With a background in freelance photography (he recently won the A Day in Your Life Awards competition 2025 for his work rooted in social realism) and documentary-making (previously working with Four Corners in Bethnal Green), Haile has also been part of the cohort at Social Ark, a charity that works with young people in the borough who have an interest in social entrepreneurship to launch their own businesses, and worked closely with Foundation for Future London and other partners in East London's growth and ecosystem.
He has been inspired by the number of organisations currently undertaking this kind of work in the area, from the visionaries at BADU through to his mentors at The Good Growth Hub. “They’re a particularly passionate and inspired group of young people,” he says, “whose programmes support all kinds of creativity and community action. Now, in my new role with the HWFI CDT, I feel empowered to do my own bit in inspiring others to be agents for change in their communities.”
Haile was also involved in 2022’s Warm Shores artwork; the two, instantly iconic oversized statues that stand outside Hackney Town Hall in honour of the boroughs many Windrush era residents. A descendant of windrush gen migrants from Jamaica, his face was among the 30 or so models from which the statues were hewn by artist Thomas Price, and he helped with the delivery of the project, too.
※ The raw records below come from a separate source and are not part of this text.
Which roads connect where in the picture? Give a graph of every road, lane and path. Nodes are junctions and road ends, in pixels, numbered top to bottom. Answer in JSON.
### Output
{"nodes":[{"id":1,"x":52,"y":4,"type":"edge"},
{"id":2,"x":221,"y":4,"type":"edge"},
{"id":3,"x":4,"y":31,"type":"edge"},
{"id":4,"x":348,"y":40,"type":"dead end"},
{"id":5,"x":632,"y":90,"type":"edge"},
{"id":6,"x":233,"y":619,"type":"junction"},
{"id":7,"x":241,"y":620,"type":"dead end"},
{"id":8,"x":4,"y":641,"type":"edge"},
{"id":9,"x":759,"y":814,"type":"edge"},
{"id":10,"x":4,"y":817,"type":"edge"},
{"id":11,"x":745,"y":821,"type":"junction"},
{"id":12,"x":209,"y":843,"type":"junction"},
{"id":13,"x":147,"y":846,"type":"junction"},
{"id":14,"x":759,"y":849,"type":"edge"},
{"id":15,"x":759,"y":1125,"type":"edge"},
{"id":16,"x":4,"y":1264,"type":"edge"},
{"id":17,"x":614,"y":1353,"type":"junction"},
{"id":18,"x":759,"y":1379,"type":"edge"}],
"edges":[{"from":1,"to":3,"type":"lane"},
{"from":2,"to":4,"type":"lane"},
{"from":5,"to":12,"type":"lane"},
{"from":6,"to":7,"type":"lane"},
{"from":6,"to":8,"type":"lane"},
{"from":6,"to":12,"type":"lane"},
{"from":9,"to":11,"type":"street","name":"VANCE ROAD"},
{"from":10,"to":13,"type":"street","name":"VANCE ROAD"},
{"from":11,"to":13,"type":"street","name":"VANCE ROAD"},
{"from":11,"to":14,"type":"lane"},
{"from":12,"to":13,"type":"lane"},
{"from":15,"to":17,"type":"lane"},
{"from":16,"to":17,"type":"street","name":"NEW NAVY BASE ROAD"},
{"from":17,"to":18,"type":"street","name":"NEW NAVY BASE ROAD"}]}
Warm Shores sculptures at Hackney Town Hall
“It’s been amazing time to live around here,” he says, “especially seeing how much this area has developed in the years since the Olympics. I was just finishing school when the Games happened, so I have seen things change so dramatically. The word ‘gentrification’ gets thrown around a lot, but I do think that the experience here in Hackney is almost like a landmark in that process, and in how rapidly we’ve therefore also seen the rise in property prices and people being displaced. In all my work there’s always a strong interest in how culture and arts, community impact and fundraising can come together and help combat some of the economic equality of such rapid regeneration and to help these areas retain their cultural character. I’m also learning a lot more about how sustainability and the circular economy is increasingly linked to community impact, too (identified in UN SDG 11, sustainable cities), something we’re going to be working on a lot in the months ahead.”
Haile will be working on various initiatives in 2025 including the relaunch of Hackney Wick Town Hall.
He’ll also be writing a regular series of short thought pieces and articles on sustainability and how it can contribute to a better community for us all.